Monday, July 18, 2011

The Uniqueness of Sermons?

Are sermons unique in our world today? Where else do we have opportunity for one person to expect a group to listen to a talk and, conversely, for a group to gather willingly to submit to the thoughts and ideas of one person? OK - I see those answers coming: Rotary dinners, school prize-givings. But are they not single focused? We would expect the speaker to concentrate on (say) their area of specialty or the immediate context ('the school and its successful past year'). In a sermon the preacher is free to range widely, from heaven to earth, around the globe, from subject to subject. Jesus is Lord of all, so his Word potentially on any given Sunday may speak to any topic under the sun.

The sermons I heard yesterday reminded me of another aspect of sermons, which, again, is possibly unique today: the preacher has opportunity to explore a range of possibilities in how her or his context is communicated. Literary flourishes, rhetorical strategies, tonal changes, theory and testimony, principles and pragmatics. As a listener we may have the experience of hearing the simple truths of the gospel expressed in the richest of imaginative language and illustrated by profoundly deep stories.

Monday, July 4, 2011

Neither Policeman Nor Examiner

I quite enjoy visiting church services in the Diocese of Christchurch which I have not been to before. It gives me an opportunity to experience for myself what is happening 'on the ground' in terms of content, structure, length, and leadership of services. It also keeps my eyes open to the diversity of services on offer across the Diocese.

One thing I am conscious of is that my presence in a service will be interpreted as some kind of inspection, perhaps as a 'liturgical policeman' (warrants for arrest issued afterwards if a word is out of place) or a 'worship examiner' (marks out of 10 given for the performance). No!! I go to experience, to understand why the service is done in the way it is (as best I can), and to be continually challenged in my role as a trainer and educator.

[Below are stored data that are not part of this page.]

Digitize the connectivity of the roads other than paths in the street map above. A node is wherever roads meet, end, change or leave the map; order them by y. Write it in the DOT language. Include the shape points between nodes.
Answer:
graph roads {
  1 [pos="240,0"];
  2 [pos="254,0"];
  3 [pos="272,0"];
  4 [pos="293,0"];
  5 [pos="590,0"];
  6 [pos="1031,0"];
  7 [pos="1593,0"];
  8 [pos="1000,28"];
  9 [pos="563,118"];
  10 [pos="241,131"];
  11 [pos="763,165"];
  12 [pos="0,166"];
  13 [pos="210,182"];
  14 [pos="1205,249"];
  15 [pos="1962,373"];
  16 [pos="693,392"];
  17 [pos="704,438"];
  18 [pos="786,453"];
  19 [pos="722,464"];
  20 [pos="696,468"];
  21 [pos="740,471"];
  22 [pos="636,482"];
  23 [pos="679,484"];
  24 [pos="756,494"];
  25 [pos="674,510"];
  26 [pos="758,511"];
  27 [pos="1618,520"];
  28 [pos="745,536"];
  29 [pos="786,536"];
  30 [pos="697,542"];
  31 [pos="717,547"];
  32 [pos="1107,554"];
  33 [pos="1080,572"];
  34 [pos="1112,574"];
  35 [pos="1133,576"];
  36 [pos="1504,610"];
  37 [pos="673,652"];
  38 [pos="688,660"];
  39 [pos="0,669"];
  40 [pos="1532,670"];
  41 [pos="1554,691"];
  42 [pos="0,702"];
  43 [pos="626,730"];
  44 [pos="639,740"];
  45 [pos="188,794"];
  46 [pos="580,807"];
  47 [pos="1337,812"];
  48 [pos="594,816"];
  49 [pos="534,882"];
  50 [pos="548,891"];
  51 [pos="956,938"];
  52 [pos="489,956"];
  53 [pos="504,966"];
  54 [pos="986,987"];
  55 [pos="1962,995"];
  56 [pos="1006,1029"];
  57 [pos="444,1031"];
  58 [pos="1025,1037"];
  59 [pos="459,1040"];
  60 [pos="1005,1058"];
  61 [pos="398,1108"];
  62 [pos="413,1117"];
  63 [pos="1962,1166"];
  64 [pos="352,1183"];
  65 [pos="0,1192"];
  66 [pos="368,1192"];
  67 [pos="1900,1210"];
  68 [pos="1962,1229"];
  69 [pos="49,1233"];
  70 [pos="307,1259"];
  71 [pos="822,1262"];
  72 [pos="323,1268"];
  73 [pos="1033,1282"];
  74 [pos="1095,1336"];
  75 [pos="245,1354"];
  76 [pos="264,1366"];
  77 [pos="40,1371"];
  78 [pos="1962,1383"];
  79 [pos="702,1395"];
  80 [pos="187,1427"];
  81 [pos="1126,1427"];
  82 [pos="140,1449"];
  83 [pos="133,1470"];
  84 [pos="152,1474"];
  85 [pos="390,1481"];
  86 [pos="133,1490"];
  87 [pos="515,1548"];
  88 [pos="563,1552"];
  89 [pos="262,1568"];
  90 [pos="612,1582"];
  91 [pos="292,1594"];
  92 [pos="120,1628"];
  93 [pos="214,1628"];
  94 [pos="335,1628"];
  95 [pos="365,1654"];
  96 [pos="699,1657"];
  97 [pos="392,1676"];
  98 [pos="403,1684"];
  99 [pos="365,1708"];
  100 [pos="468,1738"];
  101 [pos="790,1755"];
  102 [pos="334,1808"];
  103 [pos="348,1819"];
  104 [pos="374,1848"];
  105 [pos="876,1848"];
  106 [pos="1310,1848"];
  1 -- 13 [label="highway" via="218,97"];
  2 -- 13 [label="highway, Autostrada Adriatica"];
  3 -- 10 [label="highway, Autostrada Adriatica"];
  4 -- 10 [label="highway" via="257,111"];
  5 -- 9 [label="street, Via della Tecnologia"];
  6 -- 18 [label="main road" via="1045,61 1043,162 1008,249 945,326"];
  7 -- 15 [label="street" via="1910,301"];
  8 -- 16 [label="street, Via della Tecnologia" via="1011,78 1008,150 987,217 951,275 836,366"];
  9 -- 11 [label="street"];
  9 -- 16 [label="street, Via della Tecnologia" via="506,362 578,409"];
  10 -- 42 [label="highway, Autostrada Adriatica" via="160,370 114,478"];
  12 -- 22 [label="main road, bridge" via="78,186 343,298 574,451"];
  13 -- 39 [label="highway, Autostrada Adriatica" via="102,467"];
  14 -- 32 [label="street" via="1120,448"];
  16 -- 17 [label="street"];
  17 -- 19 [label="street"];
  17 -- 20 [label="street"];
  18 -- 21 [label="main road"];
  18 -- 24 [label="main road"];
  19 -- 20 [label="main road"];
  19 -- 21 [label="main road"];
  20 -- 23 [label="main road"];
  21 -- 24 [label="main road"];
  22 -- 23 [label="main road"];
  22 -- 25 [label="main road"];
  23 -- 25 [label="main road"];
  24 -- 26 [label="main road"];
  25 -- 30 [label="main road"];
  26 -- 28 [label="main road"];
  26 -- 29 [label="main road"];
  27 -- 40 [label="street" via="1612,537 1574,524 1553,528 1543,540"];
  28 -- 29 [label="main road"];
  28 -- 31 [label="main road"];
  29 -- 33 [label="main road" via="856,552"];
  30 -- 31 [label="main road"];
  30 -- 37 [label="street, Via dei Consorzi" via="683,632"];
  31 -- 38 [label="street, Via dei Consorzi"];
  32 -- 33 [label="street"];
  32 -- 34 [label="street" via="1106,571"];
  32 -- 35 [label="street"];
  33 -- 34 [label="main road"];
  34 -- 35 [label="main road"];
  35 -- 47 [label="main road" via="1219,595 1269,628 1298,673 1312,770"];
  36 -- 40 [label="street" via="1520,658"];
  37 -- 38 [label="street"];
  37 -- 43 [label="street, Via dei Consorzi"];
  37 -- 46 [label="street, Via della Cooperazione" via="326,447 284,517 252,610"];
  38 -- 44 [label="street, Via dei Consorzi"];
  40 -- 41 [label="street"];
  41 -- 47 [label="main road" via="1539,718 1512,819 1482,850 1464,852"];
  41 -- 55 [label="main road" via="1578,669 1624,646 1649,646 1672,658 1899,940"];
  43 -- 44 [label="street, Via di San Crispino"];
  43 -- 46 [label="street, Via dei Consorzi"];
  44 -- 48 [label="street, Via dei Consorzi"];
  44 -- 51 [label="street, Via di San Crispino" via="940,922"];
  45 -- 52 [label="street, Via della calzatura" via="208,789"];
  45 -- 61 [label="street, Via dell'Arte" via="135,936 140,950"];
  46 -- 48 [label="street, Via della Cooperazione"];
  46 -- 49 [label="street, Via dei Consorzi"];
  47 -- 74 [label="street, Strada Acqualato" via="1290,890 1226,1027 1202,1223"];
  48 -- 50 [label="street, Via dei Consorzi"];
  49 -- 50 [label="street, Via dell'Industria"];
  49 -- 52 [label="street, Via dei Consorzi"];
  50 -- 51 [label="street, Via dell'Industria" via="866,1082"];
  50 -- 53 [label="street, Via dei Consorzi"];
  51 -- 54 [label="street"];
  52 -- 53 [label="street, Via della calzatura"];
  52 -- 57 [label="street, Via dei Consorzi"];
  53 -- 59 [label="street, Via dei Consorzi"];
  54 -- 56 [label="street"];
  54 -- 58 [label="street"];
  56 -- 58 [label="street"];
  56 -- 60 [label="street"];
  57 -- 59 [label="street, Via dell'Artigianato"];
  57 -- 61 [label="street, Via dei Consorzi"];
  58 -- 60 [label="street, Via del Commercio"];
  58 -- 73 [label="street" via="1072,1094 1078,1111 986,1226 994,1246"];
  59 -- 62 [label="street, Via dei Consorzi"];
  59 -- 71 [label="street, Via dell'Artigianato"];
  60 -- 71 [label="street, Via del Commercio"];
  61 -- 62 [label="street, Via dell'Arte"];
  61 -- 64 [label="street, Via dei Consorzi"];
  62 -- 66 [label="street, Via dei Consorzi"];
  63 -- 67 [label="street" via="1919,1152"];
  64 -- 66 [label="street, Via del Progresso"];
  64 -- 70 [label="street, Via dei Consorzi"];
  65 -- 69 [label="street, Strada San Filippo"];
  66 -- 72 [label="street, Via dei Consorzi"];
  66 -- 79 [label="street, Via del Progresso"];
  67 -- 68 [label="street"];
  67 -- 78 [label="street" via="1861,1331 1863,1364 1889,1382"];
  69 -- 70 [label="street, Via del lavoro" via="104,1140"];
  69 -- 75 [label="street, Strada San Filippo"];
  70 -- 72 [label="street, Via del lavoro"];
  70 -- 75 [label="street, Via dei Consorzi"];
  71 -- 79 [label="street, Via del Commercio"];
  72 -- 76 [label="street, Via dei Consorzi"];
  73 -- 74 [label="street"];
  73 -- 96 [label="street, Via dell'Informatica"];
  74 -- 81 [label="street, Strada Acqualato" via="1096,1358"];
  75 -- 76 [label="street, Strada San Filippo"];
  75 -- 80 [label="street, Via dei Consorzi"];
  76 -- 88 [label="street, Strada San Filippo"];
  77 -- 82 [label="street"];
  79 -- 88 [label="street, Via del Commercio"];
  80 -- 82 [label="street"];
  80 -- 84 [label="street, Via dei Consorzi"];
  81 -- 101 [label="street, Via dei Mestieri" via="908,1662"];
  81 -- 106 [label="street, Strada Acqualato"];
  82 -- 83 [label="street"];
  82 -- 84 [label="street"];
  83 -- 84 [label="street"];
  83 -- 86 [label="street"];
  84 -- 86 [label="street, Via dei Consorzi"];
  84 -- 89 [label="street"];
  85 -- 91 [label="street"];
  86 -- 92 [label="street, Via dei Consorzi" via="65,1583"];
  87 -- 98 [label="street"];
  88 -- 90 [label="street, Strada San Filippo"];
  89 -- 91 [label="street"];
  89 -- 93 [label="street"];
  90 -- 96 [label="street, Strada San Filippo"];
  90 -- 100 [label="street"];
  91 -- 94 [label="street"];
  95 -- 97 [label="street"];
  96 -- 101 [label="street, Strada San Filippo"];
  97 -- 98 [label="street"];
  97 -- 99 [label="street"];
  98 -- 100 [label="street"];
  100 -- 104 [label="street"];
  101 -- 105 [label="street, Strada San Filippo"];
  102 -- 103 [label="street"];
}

Yesterday I was at three services in three different parishes, only one of which involved me in a role (preacher and presider, as it happened). All three were different. Each was well put together and each had an integrity to it, honed out of different parish histories. Each reflected different worshipping traditions within the Anglican church. In the course of the day I experienced three different kinds of church music, each, to my mind, representing different generational tastes.

Funny thing, the age profiles of each service corresponded to the music genre present in the service.

In sum: if you want to grow a youth service, get a bass guitar.